- 5 years ago
- Wedding: December 2014
I’m sorry for the long rant, but I’m really hoping that someone can offer some advice/support. I am 21 and have been living at home while I am finishing my university degree. I graduate in December, and live at home with my parents and older brother.
My parents are incredibly overprotective and baby me. It is causing me anxiety, and over the past two years I have developed trichotillomania. I have my drivers license and if I want to go out, I have to leave a note and tell them how long I will be gone even if I’m only gone for 20mins.. AND they ring me while I’m out to check where I am. SO and I went on a holiday the past weekend for 3 nights, and they rang and text me every night. Heck, my mum still tries to tuck me into bed and when I tell her to leave me alone I get a guilt trip about how she has no babies left!

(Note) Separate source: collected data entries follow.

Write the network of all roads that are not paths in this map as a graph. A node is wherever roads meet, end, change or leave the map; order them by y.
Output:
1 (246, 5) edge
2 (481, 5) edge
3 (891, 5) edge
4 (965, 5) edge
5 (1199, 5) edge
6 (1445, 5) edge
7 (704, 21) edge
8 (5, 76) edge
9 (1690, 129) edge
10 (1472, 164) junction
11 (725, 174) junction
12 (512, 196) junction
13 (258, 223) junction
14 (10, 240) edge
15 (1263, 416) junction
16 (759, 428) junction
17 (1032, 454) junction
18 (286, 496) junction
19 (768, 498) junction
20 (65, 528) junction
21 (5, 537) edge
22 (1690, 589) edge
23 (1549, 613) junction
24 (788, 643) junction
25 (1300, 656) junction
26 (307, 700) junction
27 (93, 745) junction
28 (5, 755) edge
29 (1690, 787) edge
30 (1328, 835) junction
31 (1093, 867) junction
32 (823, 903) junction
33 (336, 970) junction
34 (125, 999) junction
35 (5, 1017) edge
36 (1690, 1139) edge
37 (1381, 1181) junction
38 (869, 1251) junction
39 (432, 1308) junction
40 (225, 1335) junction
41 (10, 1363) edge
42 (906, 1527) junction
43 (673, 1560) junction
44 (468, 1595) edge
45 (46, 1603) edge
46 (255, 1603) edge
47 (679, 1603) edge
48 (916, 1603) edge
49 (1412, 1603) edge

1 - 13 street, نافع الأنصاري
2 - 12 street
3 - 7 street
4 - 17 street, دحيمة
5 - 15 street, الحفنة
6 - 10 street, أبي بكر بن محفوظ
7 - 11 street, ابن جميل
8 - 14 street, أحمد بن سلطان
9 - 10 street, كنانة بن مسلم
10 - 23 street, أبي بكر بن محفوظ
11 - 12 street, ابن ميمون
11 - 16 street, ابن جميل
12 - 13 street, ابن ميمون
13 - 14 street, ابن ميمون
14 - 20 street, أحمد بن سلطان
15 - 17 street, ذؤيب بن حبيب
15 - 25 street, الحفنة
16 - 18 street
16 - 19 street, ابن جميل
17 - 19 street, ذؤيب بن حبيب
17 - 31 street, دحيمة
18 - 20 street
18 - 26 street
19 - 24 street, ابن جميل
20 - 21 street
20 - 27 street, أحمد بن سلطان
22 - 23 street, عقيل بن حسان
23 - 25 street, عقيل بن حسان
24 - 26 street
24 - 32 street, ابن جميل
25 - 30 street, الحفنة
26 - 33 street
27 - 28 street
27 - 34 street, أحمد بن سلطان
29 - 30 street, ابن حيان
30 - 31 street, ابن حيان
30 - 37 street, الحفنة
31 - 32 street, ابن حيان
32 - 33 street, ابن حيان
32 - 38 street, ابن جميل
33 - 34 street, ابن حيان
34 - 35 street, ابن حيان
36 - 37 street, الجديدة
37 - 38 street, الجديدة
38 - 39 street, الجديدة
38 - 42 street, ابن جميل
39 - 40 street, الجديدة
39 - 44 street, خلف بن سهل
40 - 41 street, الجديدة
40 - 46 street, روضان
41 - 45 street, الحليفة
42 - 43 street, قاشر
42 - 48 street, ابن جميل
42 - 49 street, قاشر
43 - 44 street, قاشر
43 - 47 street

I know it is them causing my anxiety because as soon as I got home from our trip, I started pulling at my eyebrows so much and could not stop fidgeting. I sat them down before and told them the babying is too much and I need to be spoken to and treated like an adult, and they told me I was being cruel and that as the baby of the family I should be greatful that they treat me that way. I feel shaky and nervous every day. They took the lock off my bedroom door a few years ago and come in and out of my room without knocking, even when I am getting dressed.
I hope to get a job as soon as I graduate and move out, but while I still have another 5 months to go I feel like a wreck. SO is really thoughtful and listens to my problems and tries his best to give good advice, but nothing changes the way I’m treated. I don’t know what to do. Do any of you bees have any ideas or similar experiences?